Professor Reed's Travel Notes - Ark of the Covenant
Friday June 15th, 2012
Chapel of the Ark of the Covenant
I actually grazed my way north, knowing nothing about where important sites were. Only when I was in Lalibela did I find out that the location of the Ark of the Covenant is in Aksum, a half-hour flight further north. So I immediately changed plans and flew to Aksum.
Aksum was a powerful trading empire during the first millennium CE. It was also the first major empire to convert to Christianity, in the 4th century. And it gave protection to the Muslims in the 7th century when they were fleeing persecution.
The city is home to more than one labeled 'only in Aksum.' The first for me is the Ethiopian Orthodox (Coptic) Church's claim to possess the Ark of the Covenant from the Temple in Jerusalem built by King Solomon about 900 BCE. Others also claim to possess the coveted Ark, but the real thing has not yet been produced. The Ethiopian claim dates back to at least the 12th century.
How did it get there, you ask? Do you remember the story of the Queen of Sheba from this ancient empire who traveled all the way to Jerusalem to visit the renowned and wise King Solomon? Well, he apparently had more than wisdom to share. After a night of love-making, the Queen bore a son and named him Menelik I. When he was a young man, Menelik traveled to Jerusalem to meet Dad. As the story goes, the Ark was in danger from hostile forces, so Menelik whisked it away, leaving a fake copy in the Temple. And now you know the rest of the story, sort of.
The guardian of the Ark is the most important church in the Ethiopian Church, the Church of St.

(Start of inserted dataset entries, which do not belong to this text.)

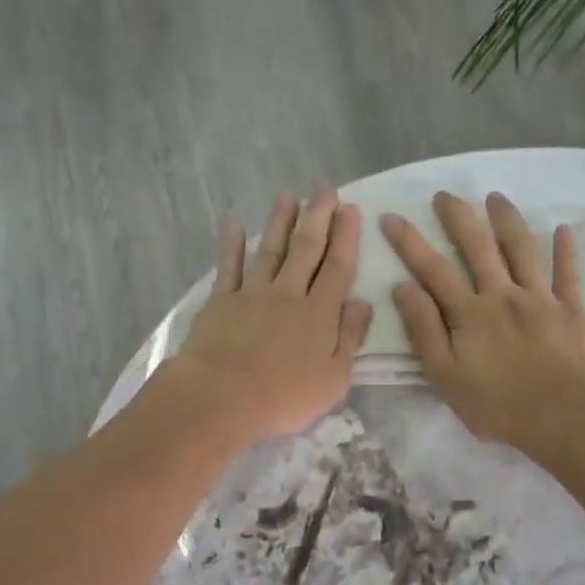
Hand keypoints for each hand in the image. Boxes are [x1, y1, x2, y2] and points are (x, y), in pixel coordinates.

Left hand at [173, 189, 371, 442]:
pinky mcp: (221, 302)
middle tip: (325, 188)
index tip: (351, 209)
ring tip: (288, 196)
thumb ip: (350, 338)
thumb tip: (363, 303)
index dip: (346, 237)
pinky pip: (229, 267)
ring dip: (280, 221)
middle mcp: (289, 294)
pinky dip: (232, 244)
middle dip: (318, 216)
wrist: (223, 396)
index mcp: (320, 314)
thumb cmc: (285, 397)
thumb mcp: (334, 378)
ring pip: (271, 250)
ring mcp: (253, 294)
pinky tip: (234, 223)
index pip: (338, 268)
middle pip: (307, 249)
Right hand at [382, 191, 584, 457]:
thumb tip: (403, 288)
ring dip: (507, 220)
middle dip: (458, 218)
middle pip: (478, 247)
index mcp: (469, 313)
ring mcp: (540, 298)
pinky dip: (565, 250)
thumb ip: (424, 330)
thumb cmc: (496, 404)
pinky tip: (563, 229)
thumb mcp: (444, 375)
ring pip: (522, 249)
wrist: (561, 417)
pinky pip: (568, 273)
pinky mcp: (570, 310)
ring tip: (496, 197)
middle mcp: (503, 295)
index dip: (410, 242)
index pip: (433, 270)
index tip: (391, 216)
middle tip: (445, 194)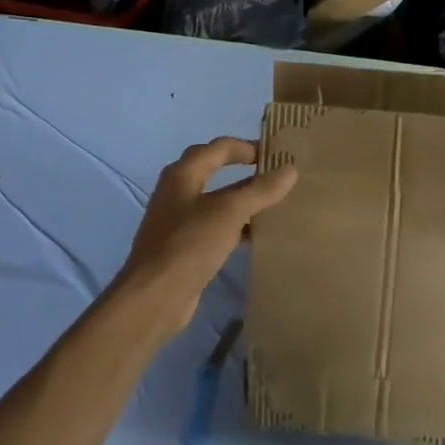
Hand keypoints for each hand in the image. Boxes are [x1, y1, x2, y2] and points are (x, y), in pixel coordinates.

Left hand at [115, 137, 297, 335]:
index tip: (276, 153)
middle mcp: (177, 191)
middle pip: (215, 171)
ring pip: (216, 202)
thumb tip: (290, 169)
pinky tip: (257, 236)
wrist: (154, 297)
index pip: (219, 147)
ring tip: (274, 204)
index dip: (247, 146)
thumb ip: (260, 190)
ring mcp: (178, 221)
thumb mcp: (230, 212)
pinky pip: (215, 227)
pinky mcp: (184, 247)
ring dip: (242, 201)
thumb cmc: (189, 243)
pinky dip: (236, 226)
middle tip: (276, 175)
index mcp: (183, 174)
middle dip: (245, 172)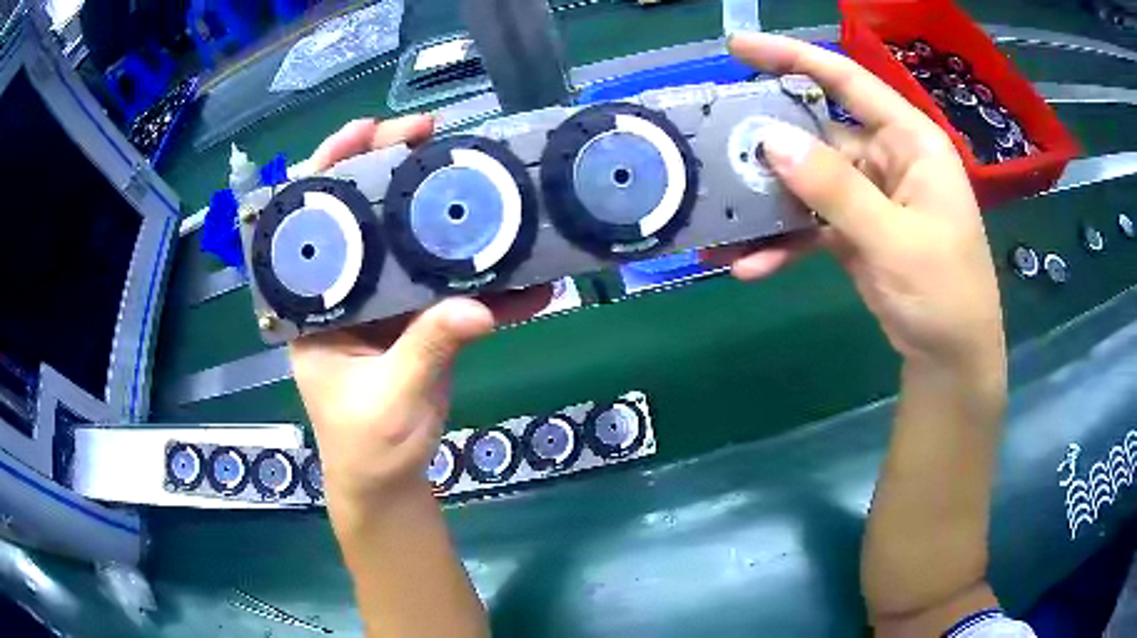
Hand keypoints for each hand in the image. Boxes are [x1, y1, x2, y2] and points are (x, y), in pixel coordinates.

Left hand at [291, 116, 551, 513]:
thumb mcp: (388, 399)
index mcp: (316, 302)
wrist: (388, 480)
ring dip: (448, 214)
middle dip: (395, 169)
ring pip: (412, 242)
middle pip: (365, 215)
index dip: (331, 168)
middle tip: (432, 134)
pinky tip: (527, 277)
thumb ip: (428, 351)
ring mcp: (385, 302)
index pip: (312, 221)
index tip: (368, 131)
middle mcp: (346, 290)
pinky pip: (452, 289)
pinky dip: (489, 285)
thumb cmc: (366, 444)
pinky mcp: (420, 321)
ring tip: (487, 183)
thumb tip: (477, 308)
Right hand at [720, 34, 1004, 376]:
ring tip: (719, 224)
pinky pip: (810, 224)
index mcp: (910, 141)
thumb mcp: (896, 241)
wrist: (951, 360)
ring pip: (806, 183)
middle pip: (816, 133)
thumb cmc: (945, 294)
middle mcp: (887, 158)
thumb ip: (837, 190)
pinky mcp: (855, 231)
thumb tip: (770, 140)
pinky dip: (782, 242)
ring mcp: (869, 196)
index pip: (848, 81)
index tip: (738, 48)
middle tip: (712, 150)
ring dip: (767, 206)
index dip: (794, 57)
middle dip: (766, 145)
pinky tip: (751, 264)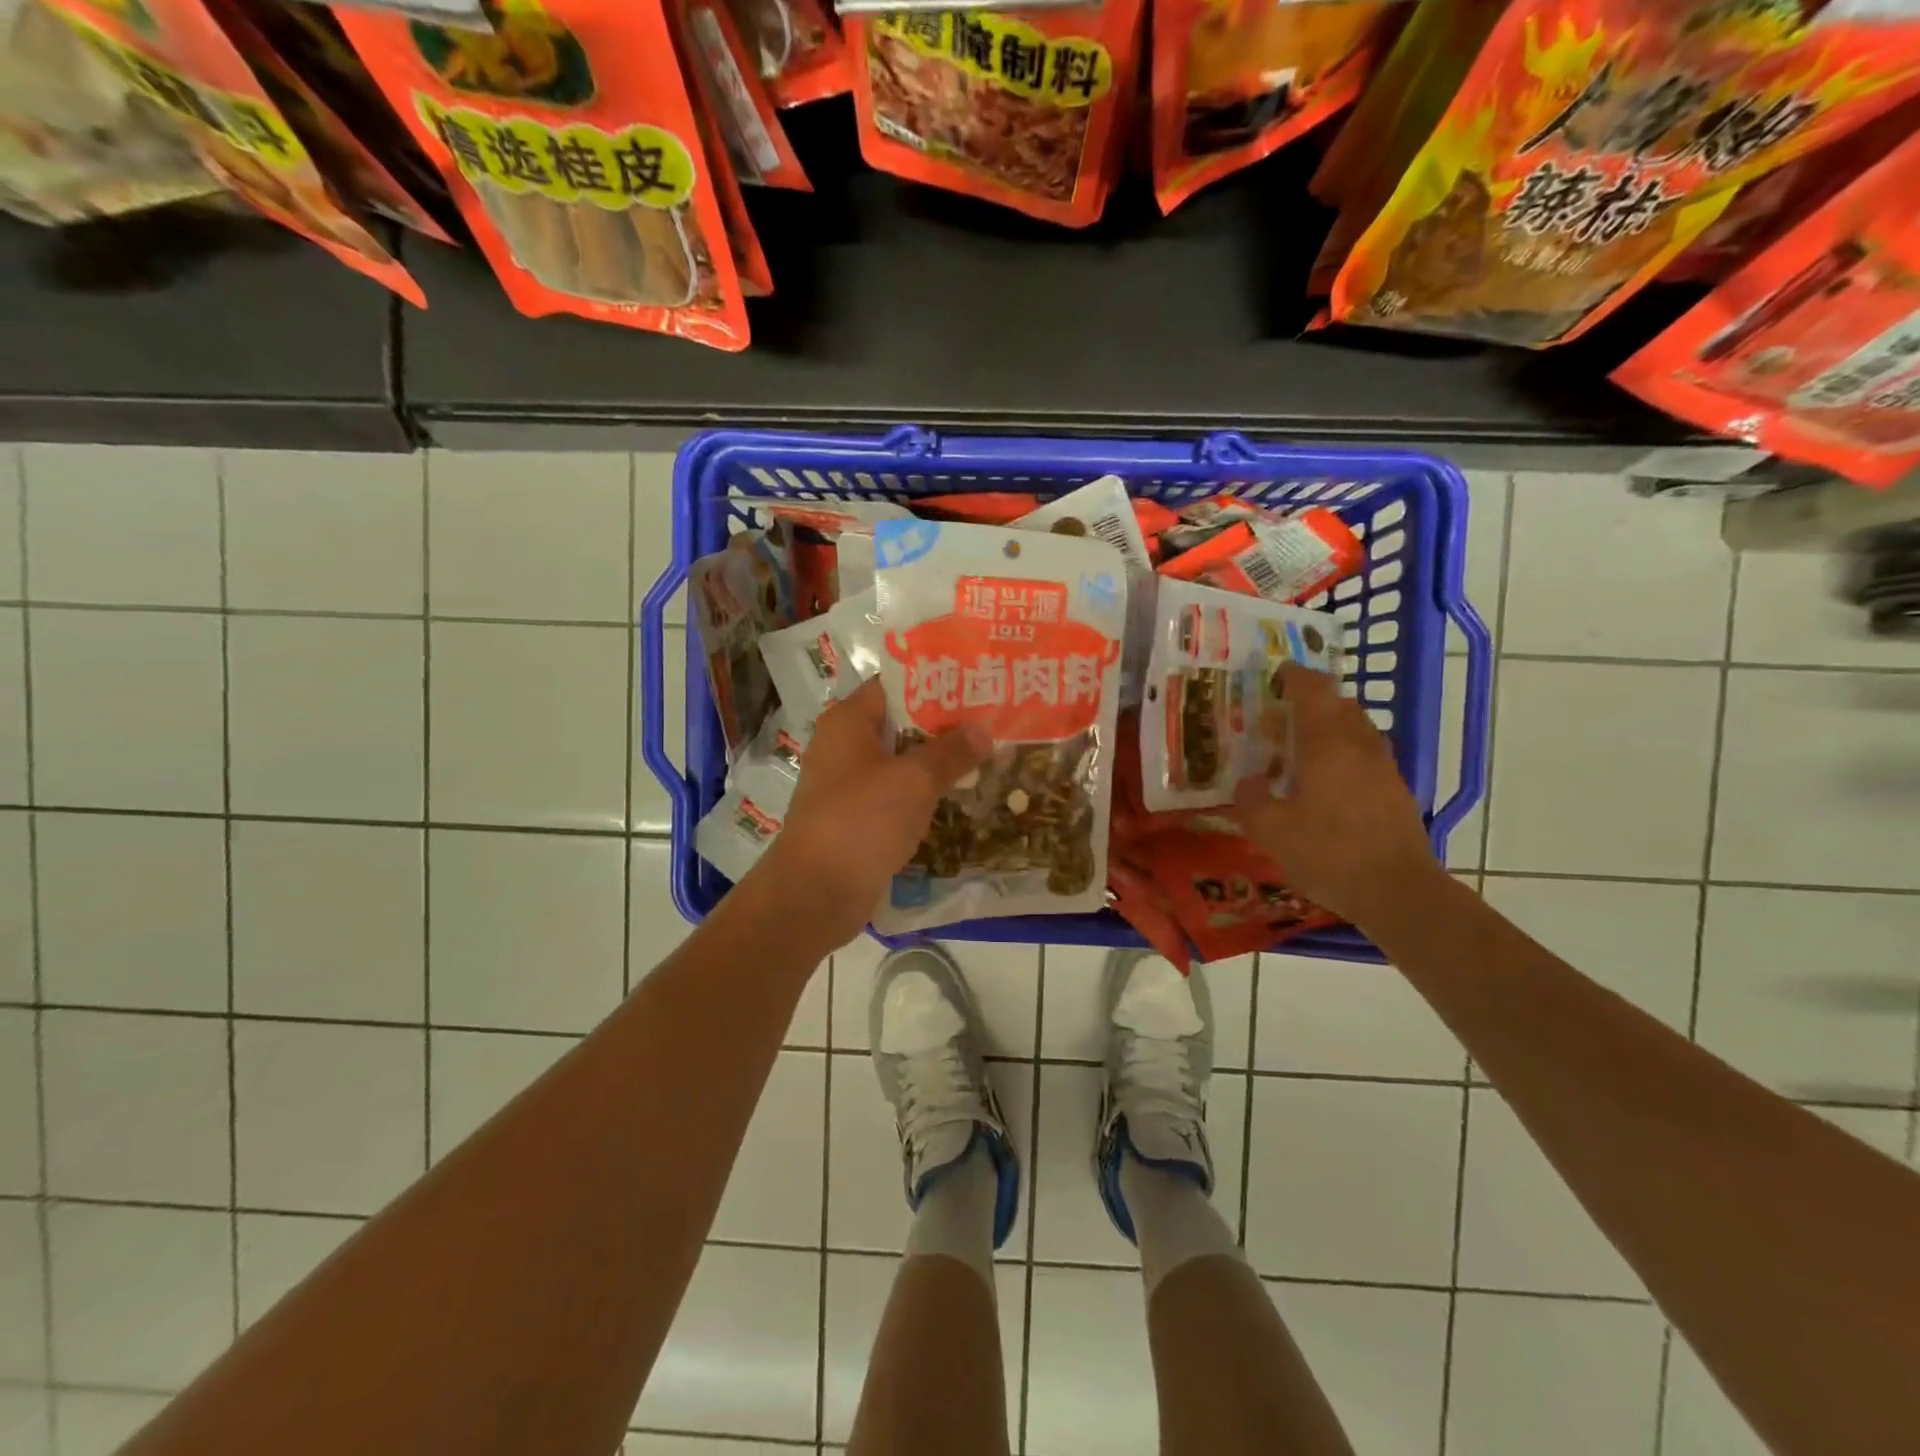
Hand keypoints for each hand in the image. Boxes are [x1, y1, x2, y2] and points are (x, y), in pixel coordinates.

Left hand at [753, 679, 990, 946]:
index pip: (894, 685)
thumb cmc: (863, 820)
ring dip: (936, 764)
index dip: (935, 683)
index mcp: (848, 721)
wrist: (817, 893)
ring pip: (900, 763)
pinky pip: (895, 797)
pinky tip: (959, 798)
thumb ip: (951, 751)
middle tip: (991, 722)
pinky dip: (922, 796)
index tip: (976, 685)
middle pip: (900, 724)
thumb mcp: (915, 780)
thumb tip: (983, 729)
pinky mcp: (855, 819)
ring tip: (986, 757)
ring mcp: (847, 785)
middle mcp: (843, 746)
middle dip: (944, 726)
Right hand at [1233, 663, 1440, 925]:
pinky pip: (1366, 755)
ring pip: (1357, 729)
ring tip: (1303, 748)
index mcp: (1327, 744)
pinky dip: (1345, 753)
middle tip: (1282, 717)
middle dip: (1312, 702)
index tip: (1277, 674)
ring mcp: (1384, 768)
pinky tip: (1327, 782)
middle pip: (1340, 705)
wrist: (1398, 891)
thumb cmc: (1328, 854)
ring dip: (1331, 727)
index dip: (1295, 676)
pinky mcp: (1397, 791)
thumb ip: (1251, 800)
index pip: (1314, 691)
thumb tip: (1249, 781)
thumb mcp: (1271, 830)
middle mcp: (1360, 746)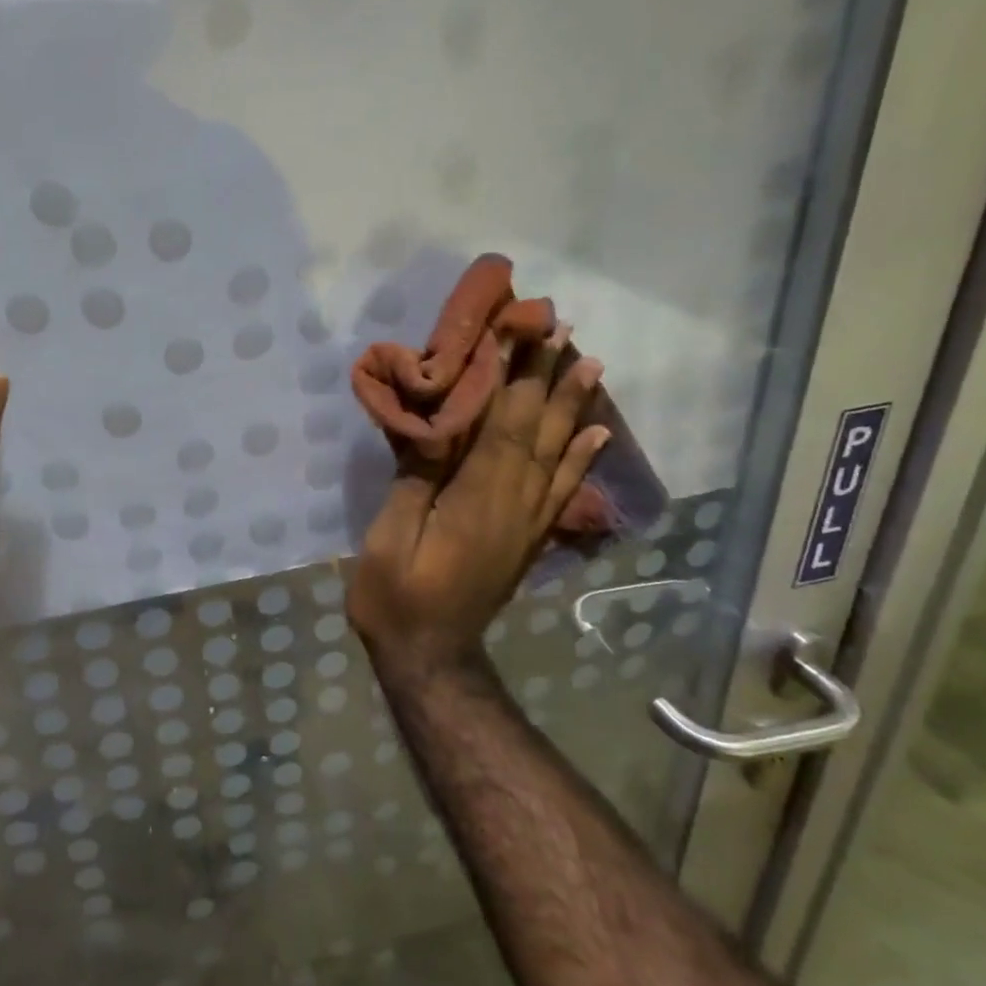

Mary of Zion. The Ark is actually housed next door in the Chapel of the Ark of the Covenant. It is a rather plain building, with no regiment of guards to protect it. Instead, the church appoints a monk to guard it from within...for life! Now there's a job with no chance of promotion! Another monk on the outside makes sure no one gets close to the Chapel...like me who stepped over an invisible line and was beckoned back. There are many replicas of the Ark, which are often used in religious processions...and also used to confuse any would-be thieves who are looking to make money by stealing the real Ark.
Whatever your conclusion, the long tradition and the elaborate celebrations and processions honouring the Ark's presence add a certain weight to the story that is lacking in most other claims. Then there's the movie, Raiders of the Lost Ark, to add even more drama. The belief in the Ark's mysterious spiritual power is not totally absent here either. I heard that the guardian monks sometimes do not live long due to the powerful energy that the Ark emits.
I'm inclined for the Church to keep the Ark under lock and key.